I listed 12 possible considerations to be rated in importance, from 1 to 5, with 1 being “not at all important” and 5 being “extremely important”. The expertise weighted mean for each question is given below:
Respondents rated AlphaStar’s peak APM and camera control as the two most important factors in determining the outcome of the matches, and the particular choice of map and professional player as the two least important considerations.
When thinking about AlphaStar as a benchmark for AI progress in general, how important do you think the following considerations are?
Again, respondents rated a series of considerations by importance, this time for thinking about AlphaStar in a broader context. This included all of the considerations from the previous question, plus several others. Here are the results, again with expertise weighted averaging.
For these two sets of questions, there was almost no difference between the mean scores if I used only Starcraft II expertise weighting, only AI expertise weighting, or ignored expertise weighting entirely.
The rest of the questions were free-form to give respondents a chance to tell me anything else that they thought was important. Although these answers were thoughtful and shaped my thinking about AlphaStar, especially early on in the project, I won’t summarize them here.
Appendix II: APM Measurement Methodology
I created a list of professional players by asking users of the Starcraft subreddit which players they thought were exceptionally fast. Replays including these players were found by searching Spawning Tool for replays from tournament matches which included at least one player from the list of fast players. This resulted in 51 replay files.
Several of the replay files were too old, so that they could no longer be opened by the current version of Starcraft II, and I ignored them. Others were ignored because they included players, race matchups, or maps that were already represented in other matches. Some were ignored because we did not get to them before we had collected what seemed to be enough data. This left 15 replays that made it into the analysis.
I opened each file using Scelight, and the time and APM values were recorded for the top three peaks on the graph of that player’s APM, using 5-second bins. Next, I opened the replay file in Starcraft II, and for each peak recorded earlier, we wrote down whether that player was primarily engaging in combat at the time or not. Additionally, I recorded the time and APM for each player for 2-4 5-second durations of the game in which the players were primarily engaged in combat.
All of the APM values which came from combat and from outside of combat were aggregated into the histogram shown in the ‘Speed Controversy’ section of this article.
There are several potential sources of bias or error in this:
Our method for choosing players and matches may be biased. We were seeking examples of humans playing with speed and precision, but it’s possible that by relying on input from a relatively small number of Reddit users (as well as some personal friends), we missed something.

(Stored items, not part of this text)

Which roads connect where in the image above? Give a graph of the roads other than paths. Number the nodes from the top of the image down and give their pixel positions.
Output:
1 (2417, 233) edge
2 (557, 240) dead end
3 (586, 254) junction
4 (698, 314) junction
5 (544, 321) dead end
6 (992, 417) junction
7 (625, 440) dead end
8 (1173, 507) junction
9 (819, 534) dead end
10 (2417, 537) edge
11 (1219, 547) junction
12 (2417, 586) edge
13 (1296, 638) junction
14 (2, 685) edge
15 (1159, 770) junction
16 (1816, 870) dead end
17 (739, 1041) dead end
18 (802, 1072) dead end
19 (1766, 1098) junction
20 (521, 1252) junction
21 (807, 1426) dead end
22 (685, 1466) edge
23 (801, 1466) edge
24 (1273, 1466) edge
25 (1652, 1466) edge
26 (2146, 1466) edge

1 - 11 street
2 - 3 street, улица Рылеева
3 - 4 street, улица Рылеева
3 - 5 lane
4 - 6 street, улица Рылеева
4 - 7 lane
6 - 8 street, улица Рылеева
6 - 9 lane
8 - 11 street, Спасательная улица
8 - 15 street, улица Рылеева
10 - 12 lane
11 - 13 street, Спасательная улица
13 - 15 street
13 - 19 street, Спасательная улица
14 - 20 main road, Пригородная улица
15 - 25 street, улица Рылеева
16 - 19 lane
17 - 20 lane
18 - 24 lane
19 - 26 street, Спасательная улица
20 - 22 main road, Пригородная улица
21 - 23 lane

This measurement relies entirely on my subjective evaluation of whether the players are mostly engaged in combat. I am not an expert on the game, and it seems likely that I missed some things, at least some of the time.
The tool I used for this seems to mismatch events in the game by a few seconds. Since I was using 5-second bins, and sometimes a player’s APM will change greatly between 5-second bins, it’s possible that this introduced a significant error.
The choice of 5 second bins (as opposed to something shorter or longer) is somewhat arbitrary, but it is what some people in the Starcraft community were using, so I’m using it here.
Some actions are excluded from the analysis automatically. These include camera updates, and this is probably a good thing, but I did not look carefully at the source code for the tool, so it may be doing something I don’t know about.